The Weather Makers: The History and Future Impact of Climate Change

When I set out to establish my understanding of the science of climate change Tim Flannery’s The Weather Makers: The History and Future Impact of Climate Change was the next book I read after Elizabeth Kolbert’s Field Notes. Kolbert provides a most valuable introduction, but Flannery immerses the reader in the full range of the science and the political reaction to it.  Few stones are left unturned.  He is a gifted communicator with an instinct for clarity.  Science pervades the book, but always explained in terms that the lay person can follow and placed in narratives high in reader interest.

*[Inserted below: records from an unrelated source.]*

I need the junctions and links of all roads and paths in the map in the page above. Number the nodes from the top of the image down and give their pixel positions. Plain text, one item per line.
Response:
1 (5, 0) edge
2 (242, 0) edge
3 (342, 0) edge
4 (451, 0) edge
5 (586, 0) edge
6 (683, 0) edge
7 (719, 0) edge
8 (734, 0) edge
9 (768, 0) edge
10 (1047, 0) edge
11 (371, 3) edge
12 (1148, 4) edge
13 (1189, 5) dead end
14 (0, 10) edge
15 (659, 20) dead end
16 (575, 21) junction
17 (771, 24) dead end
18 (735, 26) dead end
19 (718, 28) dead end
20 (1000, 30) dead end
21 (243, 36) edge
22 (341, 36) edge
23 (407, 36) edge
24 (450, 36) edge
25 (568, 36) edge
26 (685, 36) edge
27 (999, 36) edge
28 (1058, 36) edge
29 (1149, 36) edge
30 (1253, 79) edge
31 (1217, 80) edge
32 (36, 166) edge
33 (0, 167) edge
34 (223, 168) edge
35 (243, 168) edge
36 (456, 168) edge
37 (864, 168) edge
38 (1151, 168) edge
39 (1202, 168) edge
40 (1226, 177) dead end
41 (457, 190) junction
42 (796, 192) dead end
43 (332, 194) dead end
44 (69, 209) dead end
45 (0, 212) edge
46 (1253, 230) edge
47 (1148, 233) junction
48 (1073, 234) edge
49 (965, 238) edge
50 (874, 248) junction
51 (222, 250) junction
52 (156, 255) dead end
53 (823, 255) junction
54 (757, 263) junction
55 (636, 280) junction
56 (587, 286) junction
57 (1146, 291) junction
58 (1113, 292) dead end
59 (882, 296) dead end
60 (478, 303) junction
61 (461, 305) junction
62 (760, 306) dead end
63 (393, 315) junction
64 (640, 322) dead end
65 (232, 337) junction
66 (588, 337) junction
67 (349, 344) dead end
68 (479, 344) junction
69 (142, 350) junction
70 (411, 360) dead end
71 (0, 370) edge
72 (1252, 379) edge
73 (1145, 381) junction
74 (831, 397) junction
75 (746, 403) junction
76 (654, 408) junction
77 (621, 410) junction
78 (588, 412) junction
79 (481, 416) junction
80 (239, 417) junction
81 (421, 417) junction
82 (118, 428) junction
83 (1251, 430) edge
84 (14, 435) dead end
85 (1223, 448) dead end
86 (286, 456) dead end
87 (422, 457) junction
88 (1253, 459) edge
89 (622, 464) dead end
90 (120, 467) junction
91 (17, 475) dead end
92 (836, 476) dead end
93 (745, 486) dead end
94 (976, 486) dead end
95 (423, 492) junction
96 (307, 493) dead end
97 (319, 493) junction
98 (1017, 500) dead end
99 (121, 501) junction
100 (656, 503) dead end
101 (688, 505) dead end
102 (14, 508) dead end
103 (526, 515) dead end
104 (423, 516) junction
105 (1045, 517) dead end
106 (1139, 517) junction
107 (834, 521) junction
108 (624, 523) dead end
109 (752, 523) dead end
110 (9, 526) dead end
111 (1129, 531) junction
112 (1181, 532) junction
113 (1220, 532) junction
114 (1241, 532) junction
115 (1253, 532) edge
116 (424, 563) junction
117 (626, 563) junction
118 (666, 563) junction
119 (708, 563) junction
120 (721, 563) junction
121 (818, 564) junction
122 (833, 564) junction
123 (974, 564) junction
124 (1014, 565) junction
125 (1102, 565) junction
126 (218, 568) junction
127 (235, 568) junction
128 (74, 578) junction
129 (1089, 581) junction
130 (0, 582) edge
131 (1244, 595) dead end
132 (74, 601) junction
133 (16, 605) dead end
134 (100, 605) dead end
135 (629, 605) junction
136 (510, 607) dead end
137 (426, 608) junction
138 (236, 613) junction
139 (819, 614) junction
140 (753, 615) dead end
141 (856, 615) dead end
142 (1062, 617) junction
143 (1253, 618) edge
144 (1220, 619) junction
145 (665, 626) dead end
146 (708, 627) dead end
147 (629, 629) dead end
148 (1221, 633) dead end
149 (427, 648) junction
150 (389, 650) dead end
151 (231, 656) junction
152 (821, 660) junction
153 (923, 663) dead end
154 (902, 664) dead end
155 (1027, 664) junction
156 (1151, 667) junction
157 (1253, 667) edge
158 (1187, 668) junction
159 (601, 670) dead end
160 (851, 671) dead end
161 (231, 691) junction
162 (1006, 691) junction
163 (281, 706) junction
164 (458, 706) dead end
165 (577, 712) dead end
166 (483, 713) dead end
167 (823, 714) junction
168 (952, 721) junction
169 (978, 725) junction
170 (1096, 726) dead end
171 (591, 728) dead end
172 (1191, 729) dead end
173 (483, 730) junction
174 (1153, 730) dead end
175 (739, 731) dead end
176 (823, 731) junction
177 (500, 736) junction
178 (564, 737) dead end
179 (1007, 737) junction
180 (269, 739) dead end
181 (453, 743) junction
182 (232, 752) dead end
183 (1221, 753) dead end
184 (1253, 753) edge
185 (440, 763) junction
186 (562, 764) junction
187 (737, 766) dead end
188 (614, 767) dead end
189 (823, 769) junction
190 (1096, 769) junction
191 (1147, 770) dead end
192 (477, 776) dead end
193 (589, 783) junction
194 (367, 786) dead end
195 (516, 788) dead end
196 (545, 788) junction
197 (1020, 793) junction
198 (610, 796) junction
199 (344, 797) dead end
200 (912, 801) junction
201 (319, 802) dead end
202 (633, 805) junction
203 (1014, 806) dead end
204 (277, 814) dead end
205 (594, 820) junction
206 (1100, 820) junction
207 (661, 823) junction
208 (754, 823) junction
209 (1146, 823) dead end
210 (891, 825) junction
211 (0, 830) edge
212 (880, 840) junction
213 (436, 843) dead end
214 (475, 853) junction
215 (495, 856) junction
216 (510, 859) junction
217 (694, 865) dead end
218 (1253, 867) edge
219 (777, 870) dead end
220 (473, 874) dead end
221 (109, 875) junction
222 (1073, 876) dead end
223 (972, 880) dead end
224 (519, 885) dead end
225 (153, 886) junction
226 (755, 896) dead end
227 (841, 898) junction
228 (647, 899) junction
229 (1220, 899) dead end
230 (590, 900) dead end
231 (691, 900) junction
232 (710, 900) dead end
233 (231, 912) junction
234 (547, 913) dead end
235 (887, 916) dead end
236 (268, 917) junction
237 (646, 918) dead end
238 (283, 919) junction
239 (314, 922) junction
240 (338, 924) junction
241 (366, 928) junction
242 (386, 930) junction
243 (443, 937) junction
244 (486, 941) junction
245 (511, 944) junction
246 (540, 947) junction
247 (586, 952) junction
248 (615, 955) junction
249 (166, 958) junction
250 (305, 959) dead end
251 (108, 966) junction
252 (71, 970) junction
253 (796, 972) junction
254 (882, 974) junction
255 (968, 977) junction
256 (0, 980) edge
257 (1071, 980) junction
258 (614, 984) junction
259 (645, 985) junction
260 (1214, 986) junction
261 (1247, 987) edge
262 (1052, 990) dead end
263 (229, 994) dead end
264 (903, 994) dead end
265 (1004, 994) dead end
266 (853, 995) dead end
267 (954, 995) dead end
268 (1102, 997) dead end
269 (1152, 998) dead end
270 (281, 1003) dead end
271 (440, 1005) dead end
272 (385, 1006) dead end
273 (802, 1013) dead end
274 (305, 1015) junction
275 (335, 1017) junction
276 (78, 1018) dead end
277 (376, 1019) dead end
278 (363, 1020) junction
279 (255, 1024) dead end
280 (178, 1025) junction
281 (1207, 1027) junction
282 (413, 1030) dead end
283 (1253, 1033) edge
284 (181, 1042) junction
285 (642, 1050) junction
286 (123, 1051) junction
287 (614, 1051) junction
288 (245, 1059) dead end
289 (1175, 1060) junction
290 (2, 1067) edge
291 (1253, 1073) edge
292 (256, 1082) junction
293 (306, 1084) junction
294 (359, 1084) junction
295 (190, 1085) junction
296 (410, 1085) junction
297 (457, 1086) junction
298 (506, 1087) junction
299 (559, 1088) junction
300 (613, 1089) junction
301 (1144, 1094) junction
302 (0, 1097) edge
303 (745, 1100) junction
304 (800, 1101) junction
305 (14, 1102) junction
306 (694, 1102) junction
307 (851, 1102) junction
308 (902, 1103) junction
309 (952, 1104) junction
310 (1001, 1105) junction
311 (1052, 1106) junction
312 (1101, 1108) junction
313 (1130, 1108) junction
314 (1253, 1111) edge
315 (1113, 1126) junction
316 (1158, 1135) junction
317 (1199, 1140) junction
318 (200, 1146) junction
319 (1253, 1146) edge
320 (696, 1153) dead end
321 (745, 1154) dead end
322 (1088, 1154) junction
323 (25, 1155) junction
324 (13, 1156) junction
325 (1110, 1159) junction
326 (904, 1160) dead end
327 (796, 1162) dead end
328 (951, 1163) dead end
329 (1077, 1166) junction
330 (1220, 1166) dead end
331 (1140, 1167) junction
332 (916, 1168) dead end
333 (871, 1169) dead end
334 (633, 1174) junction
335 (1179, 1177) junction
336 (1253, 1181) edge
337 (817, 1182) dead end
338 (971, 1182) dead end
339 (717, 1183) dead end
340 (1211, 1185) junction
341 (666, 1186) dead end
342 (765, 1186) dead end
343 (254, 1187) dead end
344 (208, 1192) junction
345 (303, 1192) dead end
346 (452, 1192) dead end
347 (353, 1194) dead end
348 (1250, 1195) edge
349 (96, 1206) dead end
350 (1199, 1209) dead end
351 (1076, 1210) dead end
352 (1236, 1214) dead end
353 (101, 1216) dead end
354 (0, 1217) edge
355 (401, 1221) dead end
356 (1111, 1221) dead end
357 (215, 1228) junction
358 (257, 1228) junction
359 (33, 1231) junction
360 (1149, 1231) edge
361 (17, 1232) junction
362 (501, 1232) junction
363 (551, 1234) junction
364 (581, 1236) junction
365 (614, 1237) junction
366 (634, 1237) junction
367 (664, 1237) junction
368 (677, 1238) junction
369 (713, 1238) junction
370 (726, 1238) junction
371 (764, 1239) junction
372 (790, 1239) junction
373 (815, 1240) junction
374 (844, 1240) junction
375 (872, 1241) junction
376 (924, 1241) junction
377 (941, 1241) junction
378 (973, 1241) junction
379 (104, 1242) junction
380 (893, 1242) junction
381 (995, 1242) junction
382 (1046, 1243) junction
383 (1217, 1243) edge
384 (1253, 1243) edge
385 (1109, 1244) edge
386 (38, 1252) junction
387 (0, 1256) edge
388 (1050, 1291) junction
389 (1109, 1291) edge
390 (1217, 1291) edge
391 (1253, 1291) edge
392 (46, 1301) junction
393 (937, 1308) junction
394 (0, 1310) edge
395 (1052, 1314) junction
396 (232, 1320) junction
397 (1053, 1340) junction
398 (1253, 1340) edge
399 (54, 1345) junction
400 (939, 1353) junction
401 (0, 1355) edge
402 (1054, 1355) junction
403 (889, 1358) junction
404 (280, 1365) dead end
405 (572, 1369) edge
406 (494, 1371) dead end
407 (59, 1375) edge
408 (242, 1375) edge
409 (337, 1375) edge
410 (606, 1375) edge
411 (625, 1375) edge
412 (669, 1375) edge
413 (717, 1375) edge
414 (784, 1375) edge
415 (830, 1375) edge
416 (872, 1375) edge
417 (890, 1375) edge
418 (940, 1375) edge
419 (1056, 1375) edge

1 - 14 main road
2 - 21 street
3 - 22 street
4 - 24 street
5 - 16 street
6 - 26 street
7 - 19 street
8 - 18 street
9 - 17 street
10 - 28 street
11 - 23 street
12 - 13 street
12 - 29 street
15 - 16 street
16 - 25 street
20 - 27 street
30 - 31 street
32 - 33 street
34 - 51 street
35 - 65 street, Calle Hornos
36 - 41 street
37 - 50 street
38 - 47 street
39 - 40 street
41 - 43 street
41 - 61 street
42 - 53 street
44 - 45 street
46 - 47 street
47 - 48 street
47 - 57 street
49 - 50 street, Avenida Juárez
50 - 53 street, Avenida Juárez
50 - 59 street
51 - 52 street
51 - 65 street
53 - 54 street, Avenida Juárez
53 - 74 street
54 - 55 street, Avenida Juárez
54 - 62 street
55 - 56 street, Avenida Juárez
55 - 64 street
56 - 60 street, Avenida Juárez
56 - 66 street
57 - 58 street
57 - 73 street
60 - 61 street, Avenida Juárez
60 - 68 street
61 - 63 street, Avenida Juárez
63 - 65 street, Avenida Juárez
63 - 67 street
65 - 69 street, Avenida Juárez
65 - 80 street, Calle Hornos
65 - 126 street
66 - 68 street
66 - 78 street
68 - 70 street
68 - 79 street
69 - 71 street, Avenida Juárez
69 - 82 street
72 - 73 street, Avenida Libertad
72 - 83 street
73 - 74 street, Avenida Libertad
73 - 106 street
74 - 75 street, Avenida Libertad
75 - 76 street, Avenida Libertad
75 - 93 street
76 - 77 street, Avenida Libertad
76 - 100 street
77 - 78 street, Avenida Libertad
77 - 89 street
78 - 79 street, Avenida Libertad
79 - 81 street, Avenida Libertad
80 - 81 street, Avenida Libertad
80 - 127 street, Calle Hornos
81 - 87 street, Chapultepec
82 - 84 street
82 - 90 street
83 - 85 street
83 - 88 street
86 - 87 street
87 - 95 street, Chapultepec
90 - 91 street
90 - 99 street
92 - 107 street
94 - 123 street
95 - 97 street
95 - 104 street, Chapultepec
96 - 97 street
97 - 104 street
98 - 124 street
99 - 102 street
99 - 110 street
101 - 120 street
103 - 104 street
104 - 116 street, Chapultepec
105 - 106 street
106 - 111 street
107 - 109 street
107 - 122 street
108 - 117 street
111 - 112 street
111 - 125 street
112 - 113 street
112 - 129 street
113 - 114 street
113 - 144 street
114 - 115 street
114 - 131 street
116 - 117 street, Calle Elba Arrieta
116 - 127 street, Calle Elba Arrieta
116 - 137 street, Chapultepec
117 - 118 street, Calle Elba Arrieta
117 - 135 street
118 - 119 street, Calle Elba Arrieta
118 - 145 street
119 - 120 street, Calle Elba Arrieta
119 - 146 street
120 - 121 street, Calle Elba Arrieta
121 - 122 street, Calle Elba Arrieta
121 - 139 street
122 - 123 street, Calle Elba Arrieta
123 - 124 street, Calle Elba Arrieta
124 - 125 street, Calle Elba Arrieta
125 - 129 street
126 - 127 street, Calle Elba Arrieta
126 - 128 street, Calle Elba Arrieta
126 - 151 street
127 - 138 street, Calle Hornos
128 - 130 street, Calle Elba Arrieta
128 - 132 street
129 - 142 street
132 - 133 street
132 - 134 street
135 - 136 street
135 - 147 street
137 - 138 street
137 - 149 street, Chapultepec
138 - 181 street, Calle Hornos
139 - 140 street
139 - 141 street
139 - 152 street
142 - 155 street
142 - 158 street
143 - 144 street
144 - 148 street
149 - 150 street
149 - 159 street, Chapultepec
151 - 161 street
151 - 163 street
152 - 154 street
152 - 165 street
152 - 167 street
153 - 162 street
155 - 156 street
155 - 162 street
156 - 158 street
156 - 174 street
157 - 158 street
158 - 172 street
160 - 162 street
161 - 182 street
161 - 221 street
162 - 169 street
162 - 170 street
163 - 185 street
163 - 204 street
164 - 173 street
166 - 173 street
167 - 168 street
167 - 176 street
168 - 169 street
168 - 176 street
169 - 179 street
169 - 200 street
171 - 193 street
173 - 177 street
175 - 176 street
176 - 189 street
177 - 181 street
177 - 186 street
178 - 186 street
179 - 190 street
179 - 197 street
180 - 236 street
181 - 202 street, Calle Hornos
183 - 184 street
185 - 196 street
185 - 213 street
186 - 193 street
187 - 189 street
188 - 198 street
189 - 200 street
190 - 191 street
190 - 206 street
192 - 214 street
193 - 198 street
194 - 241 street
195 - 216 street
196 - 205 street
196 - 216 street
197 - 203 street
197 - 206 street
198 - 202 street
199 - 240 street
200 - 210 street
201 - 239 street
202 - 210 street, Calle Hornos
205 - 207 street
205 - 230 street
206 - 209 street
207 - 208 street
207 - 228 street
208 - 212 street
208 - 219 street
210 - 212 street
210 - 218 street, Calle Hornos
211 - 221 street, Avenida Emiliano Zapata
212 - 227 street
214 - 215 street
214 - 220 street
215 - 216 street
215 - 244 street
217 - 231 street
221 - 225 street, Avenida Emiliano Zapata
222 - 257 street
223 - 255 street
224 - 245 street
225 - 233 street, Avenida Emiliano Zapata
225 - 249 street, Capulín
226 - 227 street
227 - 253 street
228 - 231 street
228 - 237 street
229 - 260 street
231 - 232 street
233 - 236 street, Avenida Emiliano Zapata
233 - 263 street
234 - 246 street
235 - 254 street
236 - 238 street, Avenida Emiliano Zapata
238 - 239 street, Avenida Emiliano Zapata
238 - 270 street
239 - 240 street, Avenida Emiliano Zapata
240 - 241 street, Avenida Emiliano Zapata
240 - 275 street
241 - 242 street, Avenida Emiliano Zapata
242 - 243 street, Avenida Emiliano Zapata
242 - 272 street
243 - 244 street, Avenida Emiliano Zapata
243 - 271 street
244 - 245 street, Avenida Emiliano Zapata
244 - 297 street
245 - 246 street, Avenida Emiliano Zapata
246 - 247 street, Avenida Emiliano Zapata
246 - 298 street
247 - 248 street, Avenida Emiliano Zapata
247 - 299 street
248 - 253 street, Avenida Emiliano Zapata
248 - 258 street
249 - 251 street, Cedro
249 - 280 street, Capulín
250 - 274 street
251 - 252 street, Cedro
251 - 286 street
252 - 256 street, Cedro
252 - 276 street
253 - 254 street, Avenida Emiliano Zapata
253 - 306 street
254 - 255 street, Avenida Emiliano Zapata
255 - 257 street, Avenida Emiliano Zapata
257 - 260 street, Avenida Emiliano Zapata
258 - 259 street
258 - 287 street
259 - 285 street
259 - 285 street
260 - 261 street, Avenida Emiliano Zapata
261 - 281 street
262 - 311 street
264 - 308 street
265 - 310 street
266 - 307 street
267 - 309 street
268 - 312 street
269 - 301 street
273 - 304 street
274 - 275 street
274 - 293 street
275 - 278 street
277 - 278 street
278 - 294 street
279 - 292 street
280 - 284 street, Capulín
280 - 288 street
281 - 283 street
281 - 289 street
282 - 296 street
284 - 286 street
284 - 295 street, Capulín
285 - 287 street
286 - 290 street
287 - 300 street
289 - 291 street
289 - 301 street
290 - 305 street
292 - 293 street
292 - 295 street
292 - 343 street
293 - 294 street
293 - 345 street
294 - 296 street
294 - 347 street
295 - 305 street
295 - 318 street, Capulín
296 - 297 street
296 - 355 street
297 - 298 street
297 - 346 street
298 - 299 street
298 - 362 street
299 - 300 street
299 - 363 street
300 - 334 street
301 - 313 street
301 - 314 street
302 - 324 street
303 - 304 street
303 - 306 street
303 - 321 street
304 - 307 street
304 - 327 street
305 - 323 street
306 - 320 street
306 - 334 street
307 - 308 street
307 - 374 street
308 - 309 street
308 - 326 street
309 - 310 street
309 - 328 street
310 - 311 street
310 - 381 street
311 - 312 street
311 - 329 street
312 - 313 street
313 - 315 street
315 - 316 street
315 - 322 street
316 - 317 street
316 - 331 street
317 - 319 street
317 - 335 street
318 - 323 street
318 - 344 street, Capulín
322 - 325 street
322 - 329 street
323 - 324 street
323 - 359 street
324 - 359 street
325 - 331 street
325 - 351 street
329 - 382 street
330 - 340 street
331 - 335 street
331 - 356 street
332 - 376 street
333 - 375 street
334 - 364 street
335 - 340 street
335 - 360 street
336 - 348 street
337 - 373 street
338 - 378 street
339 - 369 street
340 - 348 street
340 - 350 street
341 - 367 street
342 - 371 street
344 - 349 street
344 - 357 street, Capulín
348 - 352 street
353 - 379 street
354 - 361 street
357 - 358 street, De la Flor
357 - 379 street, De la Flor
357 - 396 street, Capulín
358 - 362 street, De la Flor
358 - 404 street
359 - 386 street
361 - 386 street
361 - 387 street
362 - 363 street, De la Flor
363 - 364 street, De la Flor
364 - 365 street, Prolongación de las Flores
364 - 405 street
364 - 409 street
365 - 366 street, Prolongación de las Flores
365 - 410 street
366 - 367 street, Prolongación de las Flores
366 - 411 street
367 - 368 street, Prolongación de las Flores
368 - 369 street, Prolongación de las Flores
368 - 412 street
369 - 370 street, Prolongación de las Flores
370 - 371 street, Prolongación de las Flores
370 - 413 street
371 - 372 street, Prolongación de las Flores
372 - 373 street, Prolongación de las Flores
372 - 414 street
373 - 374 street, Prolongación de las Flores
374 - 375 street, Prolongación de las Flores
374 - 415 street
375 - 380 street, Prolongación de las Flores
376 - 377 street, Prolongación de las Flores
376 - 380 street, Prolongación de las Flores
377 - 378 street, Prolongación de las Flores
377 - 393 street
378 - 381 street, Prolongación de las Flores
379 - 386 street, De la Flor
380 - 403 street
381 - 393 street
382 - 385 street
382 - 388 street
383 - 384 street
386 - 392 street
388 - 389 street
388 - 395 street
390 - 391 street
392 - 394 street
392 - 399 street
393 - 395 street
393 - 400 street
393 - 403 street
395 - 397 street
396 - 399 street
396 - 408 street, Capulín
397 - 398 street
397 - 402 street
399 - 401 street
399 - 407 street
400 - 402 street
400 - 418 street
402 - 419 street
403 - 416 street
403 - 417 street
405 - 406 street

A lot has happened in climate science since the book was published in 2005.  How does it stand up four years later?  I started my rereading for this review with that question in mind. But not for long. It was soon apparent that Flannery’s material remains relevant and illuminating. Partly because he understood the direction in which the science was moving and often anticipates what was to come. The West Antarctic ice sheet, for example, is pointed to as perhaps vulnerable, and the possibility of more rapid sea level rise than anticipated is canvassed. The Fourth Assessment Report of the IPCC hadn’t yet appeared when he was writing, but he warns that the modus operandi of the IPCC almost guarantees reports confined to the lowest common denominator.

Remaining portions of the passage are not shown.